On Mon, 2026-03-16 at 18:30 -0700, Jakub Kicinski wrote:
> On Tue, 17 Mar 2026 01:21:12 +0000 Wilfred Mallawa wrote:
> > On Mon, 2026-03-16 at 18:03 -0700, Jakub Kicinski wrote:
> > > On Tue, 17 Mar 2026 00:53:07 +0000 Wilfred Mallawa wrote:  
> >  [...]  
> > > > 
> > > > For upcoming WD hardware, we were planning on informing users
> > > > to
> > > > use
> > > > this feature if an extra layer of security can benefit their
> > > > particular
> > > > configuration. But to answer your question, I think this falls
> > > > more
> > > > into the "checking a box"...
> > > > 
> > > > I'm happy to drop this series if there's not much added value
> > > > from
> > > > having this as an available option for users.  
> > > 
> > > I'm not much of a security person, and maybe Sabrina will
> > > disagree
> > > but I feel like it's going to be hard for us to design this
> > > feature
> > > in a sensible way if we don't know at least one potential attack
> > > :S  
> > 
> > Traffic analysis is the attack vector we are trying to mitigate
> > against
> > with zero padding, which TLS is susceptible to [1]. I think the
> > hard
> > part is deciding the padding policy and balancing it such that we
> > have
> > sensible performance.
> > 
> > This series adds random padding to records with room, a stronger
> > policy
> > I think would be to pad all records to max record size length.
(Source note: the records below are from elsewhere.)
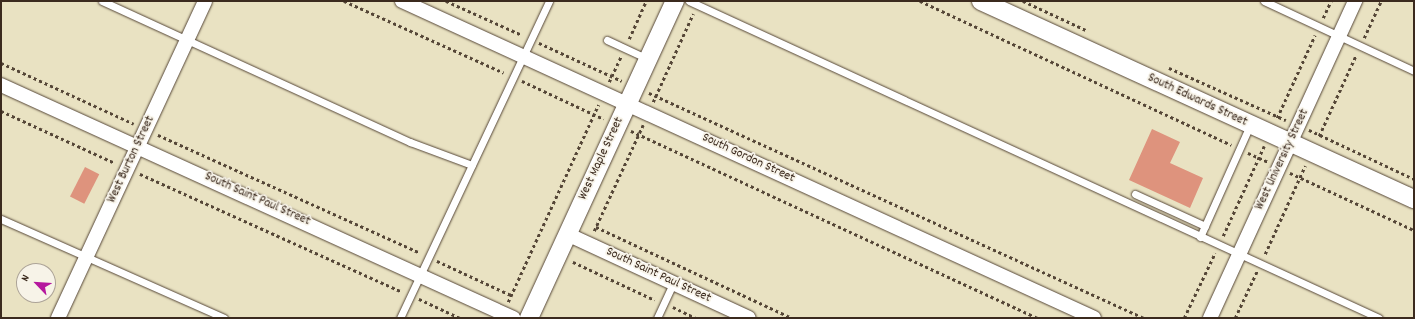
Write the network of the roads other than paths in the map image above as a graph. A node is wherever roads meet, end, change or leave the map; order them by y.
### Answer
1 (102, 1) edge
2 (205, 1) edge
3 (402, 1) edge
4 (549, 1) edge
5 (674, 1) edge
6 (689, 1) edge
7 (981, 1) edge
8 (1264, 1) edge
9 (1355, 1) edge
10 (1339, 36) junction
11 (187, 40) junction
12 (607, 40) dead end
13 (524, 56) junction
14 (648, 59) junction
15 (1414, 71) edge
16 (1, 85) edge
17 (627, 103) junction
18 (1250, 126) junction
19 (1290, 143) junction
20 (138, 147) junction
21 (472, 165) junction
22 (1135, 194) dead end
23 (1414, 199) edge
24 (1, 219) edge
25 (1205, 226) junction
26 (567, 234) junction
27 (1200, 237) junction
28 (1239, 254) junction
29 (86, 257) junction
30 (420, 275) junction
31 (673, 283) junction
32 (508, 316) edge
33 (58, 318) edge
34 (224, 318) edge
35 (400, 318) edge
36 (529, 318) edge
37 (657, 318) edge
38 (749, 318) edge
39 (1094, 318) edge
40 (1210, 318) edge
41 (1379, 318) edge

1 - 11 lane
2 - 11 street, West Burton Street
3 - 13 street, South Gordon Street
4 - 13 lane
5 - 14 street, West Maple Street
6 - 27 lane
7 - 18 street, South Edwards Street
8 - 10 lane
9 - 10 street, West University Street
10 - 15 lane
10 - 19 street, West University Street
11 - 20 street, West Burton Street
11 - 21 lane
12 - 14 lane
13 - 17 street, South Gordon Street
13 - 21 lane
14 - 17 street, West Maple Street
16 - 20 street, South Saint Paul Street
17 - 26 street, West Maple Street
17 - 39 street, South Gordon Street
18 - 19 street, South Edwards Street
18 - 25 lane
19 - 23 street, South Edwards Street
19 - 28 street, West University Street
20 - 29 street, West Burton Street
20 - 30 street, South Saint Paul Street
21 - 30 lane
22 - 25 lane
24 - 29 lane
25 - 27 lane
26 - 31 street, South Saint Paul Street
26 - 36 street, West Maple Street
27 - 28 lane
28 - 40 street, West University Street
28 - 41 lane
29 - 33 street, West Burton Street
29 - 34 lane
30 - 32 street, South Saint Paul Street
30 - 35 lane
31 - 37 lane
31 - 38 street, South Saint Paul Street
But
> > that
> > adds a much higher performance overhead. For context, when testing
> > NVMe
> > TCP+TLS with 4K writes with a record size limit of 4k, we observed
> > a
> > 50% reduction in IOPs on the fixed max record pad policy as opposed
> > to
> > the random padding policy from this series.
> 
> Sorry, I realized when i hit "send" that I phrased my previous
> message
> poorly. When I say "potential" I mean someone actually presenting a
> PoC
> and a CVE is issued for it. Have we seen any of those?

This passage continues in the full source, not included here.